» **Instructions for the task**
Please count the lines of the data that contain "MUSCATEL" and state only the total.

Top of Provided records

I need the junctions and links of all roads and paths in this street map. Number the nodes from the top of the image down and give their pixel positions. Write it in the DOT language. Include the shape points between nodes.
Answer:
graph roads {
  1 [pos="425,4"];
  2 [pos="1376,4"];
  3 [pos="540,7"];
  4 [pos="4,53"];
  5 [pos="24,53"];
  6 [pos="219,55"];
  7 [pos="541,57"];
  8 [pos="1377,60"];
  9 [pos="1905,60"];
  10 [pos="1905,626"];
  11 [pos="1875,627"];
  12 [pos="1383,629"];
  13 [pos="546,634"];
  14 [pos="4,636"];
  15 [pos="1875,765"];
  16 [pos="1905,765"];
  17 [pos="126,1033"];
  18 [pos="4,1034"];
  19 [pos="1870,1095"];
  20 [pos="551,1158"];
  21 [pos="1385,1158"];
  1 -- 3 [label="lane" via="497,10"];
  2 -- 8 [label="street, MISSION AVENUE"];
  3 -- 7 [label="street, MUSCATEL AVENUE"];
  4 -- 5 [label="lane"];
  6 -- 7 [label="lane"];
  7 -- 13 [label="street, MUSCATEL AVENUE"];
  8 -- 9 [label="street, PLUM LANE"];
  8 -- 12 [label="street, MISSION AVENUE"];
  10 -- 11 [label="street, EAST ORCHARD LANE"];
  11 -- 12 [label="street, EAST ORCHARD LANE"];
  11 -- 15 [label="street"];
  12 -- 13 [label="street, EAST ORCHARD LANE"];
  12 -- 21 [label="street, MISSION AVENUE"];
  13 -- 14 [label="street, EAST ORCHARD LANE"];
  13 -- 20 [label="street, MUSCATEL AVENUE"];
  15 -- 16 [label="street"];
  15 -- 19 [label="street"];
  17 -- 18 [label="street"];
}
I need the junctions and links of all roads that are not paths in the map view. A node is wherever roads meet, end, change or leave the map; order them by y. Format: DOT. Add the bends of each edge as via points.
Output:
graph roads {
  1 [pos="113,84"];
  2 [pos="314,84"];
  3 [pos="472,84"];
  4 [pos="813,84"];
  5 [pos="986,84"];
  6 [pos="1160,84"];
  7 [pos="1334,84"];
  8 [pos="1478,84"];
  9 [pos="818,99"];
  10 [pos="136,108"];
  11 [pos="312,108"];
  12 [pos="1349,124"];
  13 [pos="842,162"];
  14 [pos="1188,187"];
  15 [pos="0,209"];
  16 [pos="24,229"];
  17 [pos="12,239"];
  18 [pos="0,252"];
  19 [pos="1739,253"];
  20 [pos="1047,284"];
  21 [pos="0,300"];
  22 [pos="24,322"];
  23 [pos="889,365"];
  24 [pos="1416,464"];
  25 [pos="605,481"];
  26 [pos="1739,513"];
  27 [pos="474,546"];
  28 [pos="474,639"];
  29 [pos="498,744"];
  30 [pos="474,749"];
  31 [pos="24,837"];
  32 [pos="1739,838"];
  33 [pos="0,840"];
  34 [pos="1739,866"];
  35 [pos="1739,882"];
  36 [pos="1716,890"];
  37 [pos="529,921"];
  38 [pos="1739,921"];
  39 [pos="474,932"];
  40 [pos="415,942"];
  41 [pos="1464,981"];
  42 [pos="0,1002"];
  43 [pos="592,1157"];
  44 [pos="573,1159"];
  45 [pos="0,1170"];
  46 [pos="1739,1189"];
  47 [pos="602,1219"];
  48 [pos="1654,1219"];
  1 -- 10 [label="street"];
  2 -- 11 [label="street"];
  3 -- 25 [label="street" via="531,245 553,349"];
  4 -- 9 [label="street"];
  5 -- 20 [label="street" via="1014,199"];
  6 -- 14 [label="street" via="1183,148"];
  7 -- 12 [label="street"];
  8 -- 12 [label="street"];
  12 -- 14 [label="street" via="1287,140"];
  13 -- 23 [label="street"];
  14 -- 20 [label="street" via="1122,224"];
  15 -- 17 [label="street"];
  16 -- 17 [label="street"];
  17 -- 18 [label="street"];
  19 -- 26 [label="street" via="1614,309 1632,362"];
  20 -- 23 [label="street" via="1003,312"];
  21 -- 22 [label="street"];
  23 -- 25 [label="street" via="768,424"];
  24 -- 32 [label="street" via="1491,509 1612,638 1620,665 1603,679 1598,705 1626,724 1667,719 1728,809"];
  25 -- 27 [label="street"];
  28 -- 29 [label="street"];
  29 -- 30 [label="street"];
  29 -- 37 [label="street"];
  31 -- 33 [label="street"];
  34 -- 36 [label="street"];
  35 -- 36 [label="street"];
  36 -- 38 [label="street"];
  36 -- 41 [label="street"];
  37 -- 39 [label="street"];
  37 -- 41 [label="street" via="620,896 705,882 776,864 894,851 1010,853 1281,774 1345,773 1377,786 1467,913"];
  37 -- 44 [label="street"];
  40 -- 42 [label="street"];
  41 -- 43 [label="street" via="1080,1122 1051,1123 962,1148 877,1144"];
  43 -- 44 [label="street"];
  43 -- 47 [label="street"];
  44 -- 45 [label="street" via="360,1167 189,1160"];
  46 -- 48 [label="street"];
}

Bottom of Provided records

» **Your solution**
3